Yesterday's headline statistics are about the least useful because they are so distorted by successive changes to benefit rules. The most reliable information comes from the Labour Force Survey, a quarterly survey that uses internationally accepted definitions of unemployment and employment. The latest one showed that the number of people unemployed, at just over two million, was 548,000 lower than when the economy was at the trough of the recession in the summer of 1992.

This comparison might favour the Government too much, for any damn-fool Chancellor ought to be able to deliver falling unemployment during an economic recovery. A tougher test is to compare yesterday's figures to the last peak in the economic cycle, in 1988. Unemployment now is 194,000 lower than it was then, suggesting that there has been some underlying improvement in the jobless total on top of the normal effect of the business cycle.

To counter this, Labour politicians object that the unemployment total does not tell the full story. For, they point out, some people have dropped out of the labour market altogether - they have given up looking for work out of sheer discouragement. These people are not classified as "unemployed", because this would require them to be actively job hunting. The number of these "economically inactive" adults has climbed by 270,000 since 1992 and 671,000 since 1988, lending some support to the theory that discouragement accounts for falling unemployment figures.

But at the same time the total number of adults of working age has risen even more, and some of them would have become "inactive" even if there had been no change in employment prospects.

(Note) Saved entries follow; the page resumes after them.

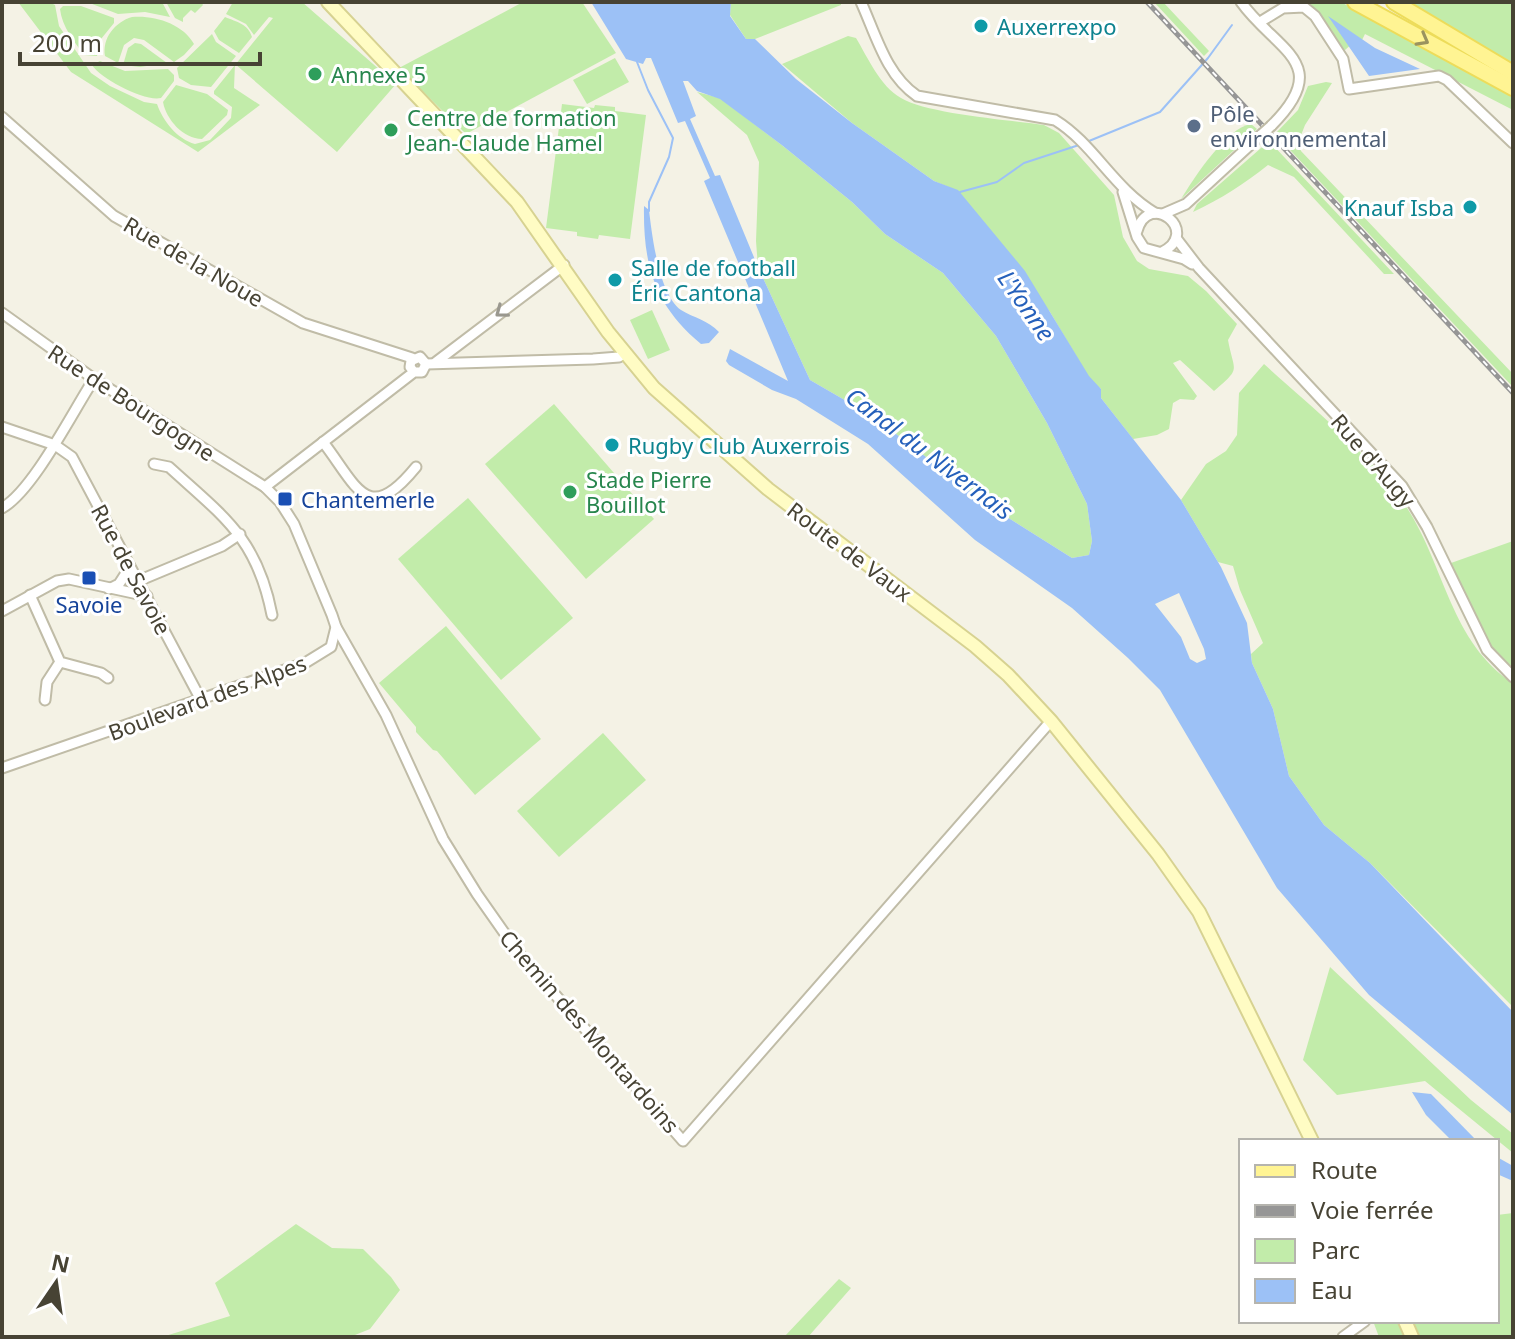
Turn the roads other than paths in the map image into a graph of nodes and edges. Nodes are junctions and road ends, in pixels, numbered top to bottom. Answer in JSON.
{"nodes":[{"id":1,"x":328,"y":2,"type":"edge"},
{"id":2,"x":861,"y":2,"type":"edge"},
{"id":3,"x":1241,"y":2,"type":"edge"},
{"id":4,"x":1355,"y":2,"type":"edge"},
{"id":5,"x":1394,"y":2,"type":"edge"},
{"id":6,"x":1260,"y":22,"type":"junction"},
{"id":7,"x":1513,"y":73,"type":"edge"},
{"id":8,"x":1513,"y":88,"type":"edge"},
{"id":9,"x":2,"y":117,"type":"edge"},
{"id":10,"x":1513,"y":143,"type":"edge"},
{"id":11,"x":1122,"y":189,"type":"junction"},
{"id":12,"x":1186,"y":204,"type":"junction"},
{"id":13,"x":1159,"y":214,"type":"junction"},
{"id":14,"x":1175,"y":225,"type":"junction"},
{"id":15,"x":1137,"y":231,"type":"junction"},
{"id":16,"x":1176,"y":238,"type":"junction"},
{"id":17,"x":1162,"y":252,"type":"junction"},
{"id":18,"x":564,"y":265,"type":"junction"},
{"id":19,"x":1199,"y":268,"type":"junction"},
{"id":20,"x":2,"y":313,"type":"edge"},
{"id":21,"x":625,"y":352,"type":"junction"},
{"id":22,"x":412,"y":358,"type":"junction"},
{"id":23,"x":431,"y":363,"type":"junction"},
{"id":24,"x":414,"y":372,"type":"junction"},
{"id":25,"x":94,"y":379,"type":"junction"},
{"id":26,"x":2,"y":427,"type":"edge"},
{"id":27,"x":323,"y":442,"type":"junction"},
{"id":28,"x":55,"y":445,"type":"junction"},
{"id":29,"x":154,"y":464,"type":"dead end"},
{"id":30,"x":416,"y":467,"type":"dead end"},
{"id":31,"x":265,"y":487,"type":"junction"},
{"id":32,"x":2,"y":508,"type":"edge"},
{"id":33,"x":240,"y":534,"type":"junction"},
{"id":34,"x":130,"y":567,"type":"junction"},
{"id":35,"x":138,"y":581,"type":"junction"},
{"id":36,"x":109,"y":589,"type":"junction"},
{"id":37,"x":30,"y":595,"type":"junction"},
{"id":38,"x":147,"y":596,"type":"junction"},
{"id":39,"x":2,"y":611,"type":"edge"},
{"id":40,"x":272,"y":615,"type":"dead end"},
{"id":41,"x":336,"y":627,"type":"junction"},
{"id":42,"x":60,"y":662,"type":"junction"},
{"id":43,"x":1513,"y":677,"type":"edge"},
{"id":44,"x":108,"y":678,"type":"dead end"},
{"id":45,"x":45,"y":700,"type":"dead end"},
{"id":46,"x":201,"y":700,"type":"junction"},
{"id":47,"x":1051,"y":721,"type":"junction"},
{"id":48,"x":2,"y":768,"type":"edge"},
{"id":49,"x":1311,"y":1139,"type":"edge"},
{"id":50,"x":1362,"y":1323,"type":"edge"},
{"id":51,"x":1343,"y":1337,"type":"edge"}],
"edges":[{"from":1,"to":18,"type":"street","name":"Route de Vaux"},
{"from":2,"to":11,"type":"street"},
{"from":3,"to":6,"type":"street"},
{"from":4,"to":8,"type":"main road","one_way":true},
{"from":5,"to":7,"type":"main road"},
{"from":6,"to":10,"type":"street"},
{"from":6,"to":12,"type":"street","bridge":true},
{"from":9,"to":22,"type":"street","name":"Rue de la Noue"},
{"from":11,"to":13,"type":"street"},
{"from":11,"to":15,"type":"street"},
{"from":12,"to":13,"type":"street"},
{"from":12,"to":14,"type":"street"},
{"from":13,"to":14,"type":"street"},
{"from":13,"to":15,"type":"street"},
{"from":14,"to":16,"type":"street"},
{"from":15,"to":17,"type":"street"},
{"from":16,"to":17,"type":"street"},
{"from":16,"to":19,"type":"street","name":"Rue d'Augy"},
{"from":17,"to":19,"type":"street","name":"Rue d'Augy"},
{"from":18,"to":21,"type":"street","name":"Route de Vaux"},
{"from":18,"to":23,"type":"street","one_way":true},
{"from":19,"to":43,"type":"street","name":"Rue d'Augy"},
{"from":20,"to":25,"type":"street","name":"Rue de Bourgogne"},
{"from":21,"to":23,"type":"street"},
{"from":21,"to":47,"type":"street","name":"Route de Vaux"},
{"from":22,"to":23,"type":"street","name":"Rue de la Noue"},
{"from":22,"to":24,"type":"street"},
{"from":23,"to":24,"type":"street"},
{"from":24,"to":27,"type":"street"},
{"from":25,"to":28,"type":"street"},
{"from":25,"to":31,"type":"street","name":"Rue de Bourgogne"},
{"from":26,"to":28,"type":"street"},
{"from":27,"to":30,"type":"street"},
{"from":27,"to":31,"type":"street"},
{"from":28,"to":32,"type":"street"},
{"from":28,"to":34,"type":"street","name":"Rue de Savoie"},
{"from":29,"to":33,"type":"street"},
{"from":31,"to":41,"type":"street"},
{"from":33,"to":35,"type":"street"},
{"from":33,"to":40,"type":"street"},
{"from":34,"to":35,"type":"street","name":"Rue de Savoie"},
{"from":34,"to":36,"type":"street"},
{"from":35,"to":38,"type":"street","name":"Rue de Savoie"},
{"from":36,"to":37,"type":"street"},
{"from":36,"to":38,"type":"street"},
{"from":37,"to":39,"type":"street"},
{"from":37,"to":42,"type":"street"},
{"from":38,"to":46,"type":"street","name":"Rue de Savoie"},
{"from":41,"to":46,"type":"street","name":"Boulevard des Alpes"},
{"from":41,"to":47,"type":"street","name":"Chemin des Montardoins"},
{"from":42,"to":44,"type":"street"},
{"from":42,"to":45,"type":"street"},
{"from":46,"to":48,"type":"street","name":"Boulevard des Alpes"},
{"from":47,"to":49,"type":"street","name":"Route de Vaux"},
{"from":50,"to":51,"type":"street"}]}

The bottom line for assessing the economy's record on employment is to look at the number of jobs - and, to be generous to the Labour myth, at the number of new jobs since the peak of the last business cycle.

True enough, 793,000 full-time jobs for men have vanished during the past nine years. On the other hand, the economy has created 518,000 part- time jobs for men, 280,000 full-time jobs for women and 499,000 part-time jobs for women. That is a net employment gain of just over half a million.

To slice these figures another way, 275,000 more men are out of work but 779,000 more women are in work now compared with 1988.

Labour's attack on the Government's jobs record depends on a clear assumption that those male job losses outweigh three times as many female job gains.

Spokesmen - sorry, spokespersons - often indicate that part-time jobs, which are mainly taken by women, are not proper jobs. The part-timers need to be converted to "full-time equivalents" before they can be counted. Not that they think it is just a question of the little lady going out to make some pin-money. New Labour shed that sort of attitude with its cloth caps. But the party is still clearly haunted by the ghost of the traditional breadwinner bringing home enough to support the family. It's New Labour, new lads.

But the same surveys show that 72 per cent of part-timers did not want a full-time job, and another 14 per cent are students not free to work full time. That makes sense - in fact it would be no surprise to find that as many full-timers would rather work part-time if they could. Of course, it might be that some of the 54 per cent of adult women who are in paid employment, whether for four hours a week or 40, would rather not have to go out to work at all. That they would rather be home-makers supported by a husband's or partner's earnings. After all, the housewife has a highly valued role in our society, as any politician would insist. But there are no statistics to support this rather doubtful contention.

The latest academic research, by Paul Gregg and Jonathan Wadsworth at the London School of Economics - no Tory hotbed - paints a picture of a labour market in which a lot of new jobs are indeed part-time and temporary but the fastest growing occupations are managerial and professional. There is a genuine employment ladder with part-time work as its first rung.

New Labour might find itself making more headway with real women if it stopped unconsciously belittling the five million female part-timers taking advantage of the flexible labour market.